Steps may be frequently found in geophysical datasets, specifically timeseries (e.g. GPS).  A common approach to estimating the size of the offset is to assume (or estimate) what the statistical structure of the noise is and estimate the size and uncertainty of the step.  In a series of posts I’m hoping to address a simple question which has no simple answer: Without any information about the location of a step, and the structure of the noise in a given dataset (containing only one step), what are some novel ways to estimate the size, uncertainty, and even location of the step?

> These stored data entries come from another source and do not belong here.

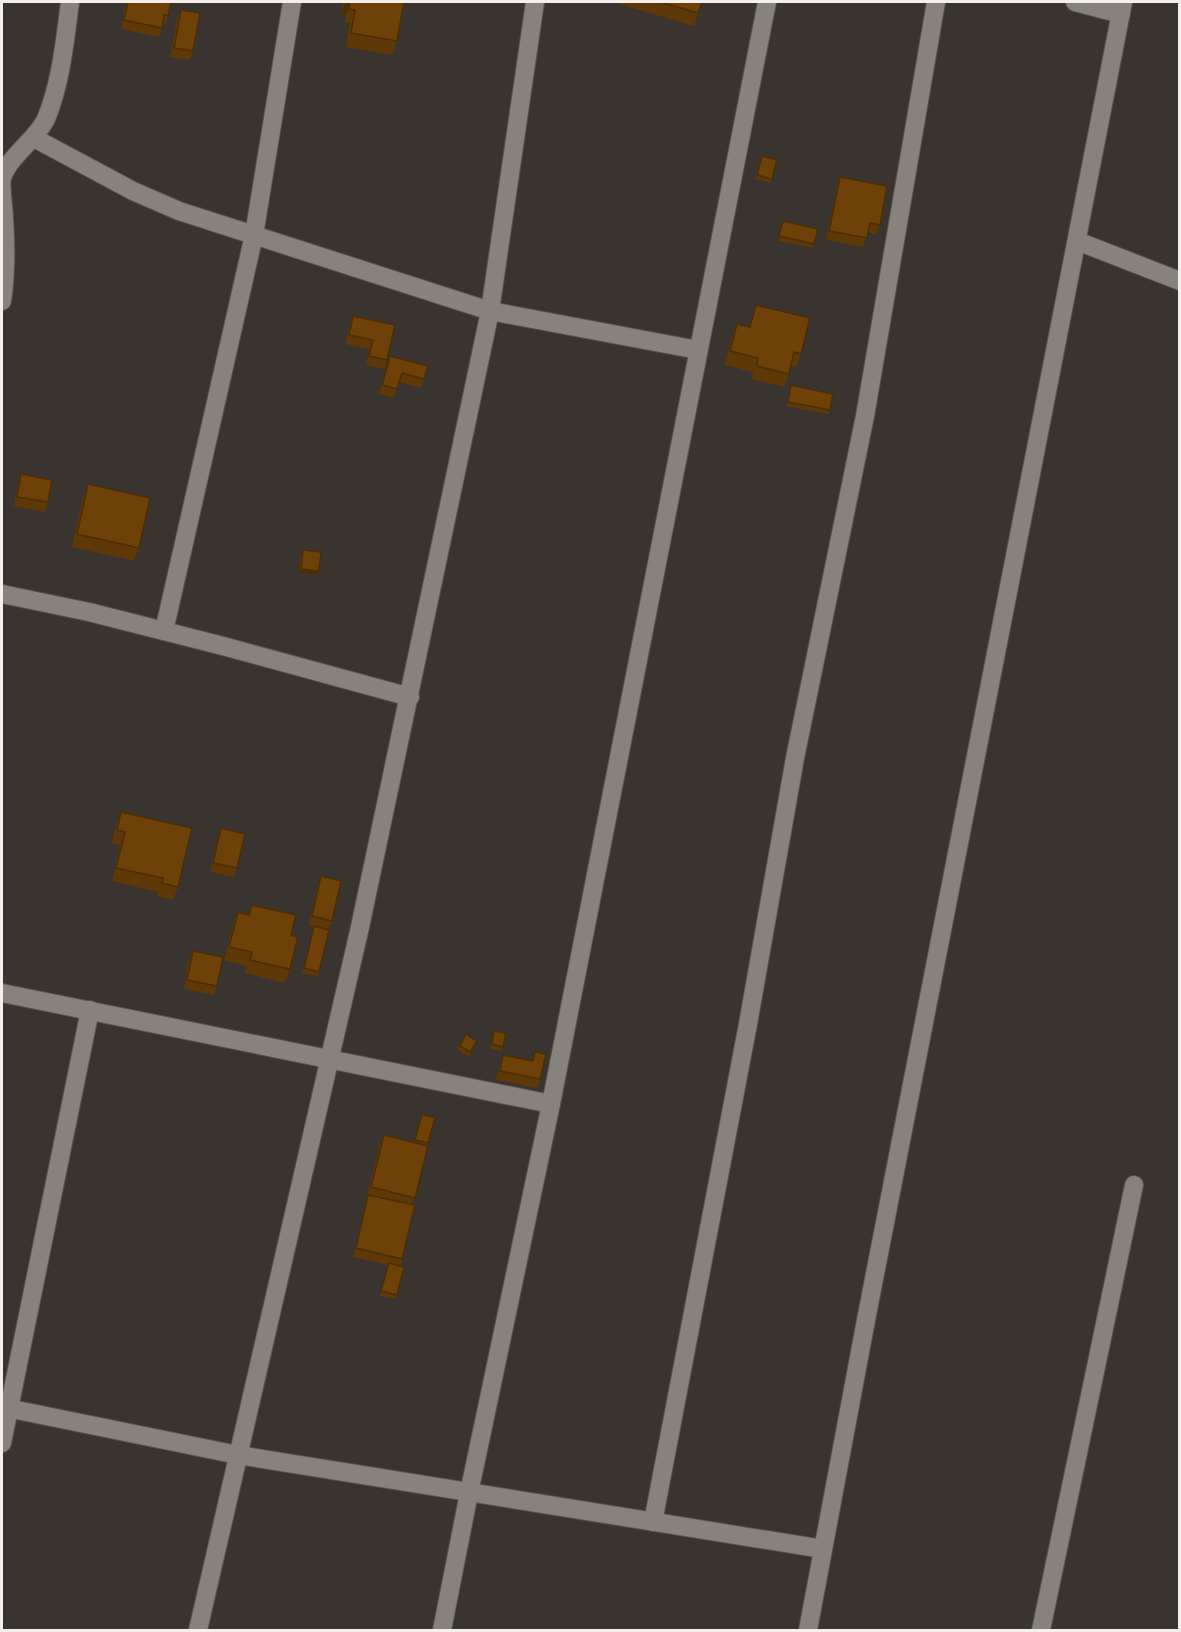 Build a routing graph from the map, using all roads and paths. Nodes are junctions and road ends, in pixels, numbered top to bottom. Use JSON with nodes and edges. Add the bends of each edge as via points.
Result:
{"nodes":[{"id":1,"x":70,"y":2,"type":"edge"},
{"id":2,"x":292,"y":2,"type":"edge"},
{"id":3,"x":536,"y":2,"type":"edge"},
{"id":4,"x":767,"y":2,"type":"edge"},
{"id":5,"x":936,"y":2,"type":"edge"},
{"id":6,"x":1075,"y":2,"type":"edge"},
{"id":7,"x":1122,"y":8,"type":"edge"},
{"id":8,"x":34,"y":138,"type":"junction"},
{"id":9,"x":255,"y":235,"type":"junction"},
{"id":10,"x":1077,"y":241,"type":"junction"},
{"id":11,"x":1179,"y":281,"type":"edge"},
{"id":12,"x":2,"y":301,"type":"edge"},
{"id":13,"x":490,"y":311,"type":"junction"},
{"id":14,"x":698,"y":350,"type":"junction"},
{"id":15,"x":2,"y":594,"type":"edge"},
{"id":16,"x":164,"y":631,"type":"junction"},
{"id":17,"x":410,"y":697,"type":"junction"},
{"id":18,"x":2,"y":993,"type":"edge"},
{"id":19,"x":90,"y":1010,"type":"junction"},
{"id":20,"x":329,"y":1058,"type":"junction"},
{"id":21,"x":551,"y":1104,"type":"junction"},
{"id":22,"x":1134,"y":1185,"type":"dead end"},
{"id":23,"x":5,"y":1407,"type":"edge"},
{"id":24,"x":2,"y":1443,"type":"edge"},
{"id":25,"x":237,"y":1455,"type":"junction"},
{"id":26,"x":468,"y":1493,"type":"junction"},
{"id":27,"x":653,"y":1522,"type":"junction"},
{"id":28,"x":824,"y":1550,"type":"junction"},
{"id":29,"x":198,"y":1630,"type":"edge"},
{"id":30,"x":442,"y":1630,"type":"edge"},
{"id":31,"x":808,"y":1630,"type":"edge"},
{"id":32,"x":1041,"y":1630,"type":"edge"}],
"edges":[{"from":1,"to":8,"type":"street","via":[[58,77],[45,119]]},
{"from":2,"to":9,"type":"street"},
{"from":3,"to":13,"type":"street"},
{"from":4,"to":14,"type":"street"},
{"from":5,"to":27,"type":"street","via":[[865,416],[795,758]]},
{"from":6,"to":7,"type":"street"},
{"from":7,"to":10,"type":"street"},
{"from":8,"to":9,"type":"street","via":[[133,191],[179,211]]},
{"from":8,"to":12,"type":"street","via":[[2,178]]},
{"from":9,"to":13,"type":"street"},
{"from":9,"to":16,"type":"street"},
{"from":10,"to":11,"type":"street"},
{"from":10,"to":28,"type":"street"},
{"from":13,"to":14,"type":"street"},
{"from":13,"to":17,"type":"street"},
{"from":14,"to":21,"type":"street"},
{"from":15,"to":16,"type":"street"},
{"from":16,"to":17,"type":"street"},
{"from":17,"to":20,"type":"street"},
{"from":18,"to":19,"type":"street"},
{"from":19,"to":20,"type":"street"},
{"from":19,"to":23,"type":"street"},
{"from":20,"to":21,"type":"street"},
{"from":20,"to":25,"type":"street"},
{"from":21,"to":26,"type":"street"},
{"from":22,"to":32,"type":"street"},
{"from":23,"to":24,"type":"street"},
{"from":23,"to":25,"type":"street"},
{"from":25,"to":26,"type":"street"},
{"from":25,"to":29,"type":"street"},
{"from":26,"to":27,"type":"street"},
{"from":26,"to":30,"type":"street"},
{"from":27,"to":28,"type":"street"},
{"from":28,"to":31,"type":"street"}]}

Let’s first start with the control cases: A single offset of known size, located halfway through the series, in the presence of normally distributed noise of known standard deviation.  A simple function to create this is here:

doseq <- function(heavi, n=2000, seqsd=1, seq.frac=0.5){
 # noise
 tmpseq <- rnorm(n, sd=seqsd)
 # + signal (scaled by stdev of noise)
 tmpseq[ceiling(seq.frac*n):n] <- tmpseq[ceiling(seq.frac*n):n] + heavi*seqsd
 return(tmpseq)
}

To come to some understanding about what may and may not be detected in the idealized case, we can use non-parametric sample-distance test on two samples: one for pre-step information, and the other for post-step.  A function to do that is here:

 doit <- function(n=0, plotit=FALSE){
 xseq <- doseq(n)
 lx2 <- (length(xseq) %/% 2)
 # rank the series
 xseq.r <- rank(xseq[1:(2*lx2)])
 # normalize
 xseq.rn <- xseq.r/lx2
 df <- data.frame(rnk=xseq.rn[1:(2*lx2)])
 # set pre/post factors [means we know where H(t) is]
 df$loc <- "pre"
 df$loc[(lx2+1):(2*lx2)] <- "post"
 df$loc <- as.factor(df$loc)
 # plot rank by index
 if (plotit){plot(df$rnk, pch=as.numeric(df$loc))}
 # Wilcoxon rank test of pre-heaviside vs post-heaviside
 rnktest <- wilcox.test(rnk ~ loc, data=df, alternative = "two.sided", exact = FALSE, correct = FALSE, conf.int=TRUE, conf.level=.99)
 # coin has the same functions, but can do Monte Carlo conf.ints
 # require(coin)
 # coin::wilcox_test(rnk ~ loc, data=df, distribution="approximate",
 # conf.int=TRUE, conf.level=.99)
 # The expected W-statistic for the rank-sum and length of sample 1 (could also do samp. 2)
 myW <- sum(subset(df,loc="pre")$rnk*lx2) - lx2*(lx2+1)/2
 return(invisible(list(data=df, ranktest=rnktest, n=n, Wexpected=myW)))
}

So let’s run some tests, and make some figures, shall we?  First, let’s look at how the ranked series depends on the signal-to-noise ratio; this gives us at least a visual sense of what’s being tested, namely that the there is no-difference between the two sets.

par(mar = rep(0, 4))
layout(matrix(1:10, 5, 2, byrow = F))
X<-seq(0,4.9,by=.5) # coarse resolution, for figure
sapply(X=X,FUN=function(x) doit(x,plotit=TRUE),simplify=TRUE)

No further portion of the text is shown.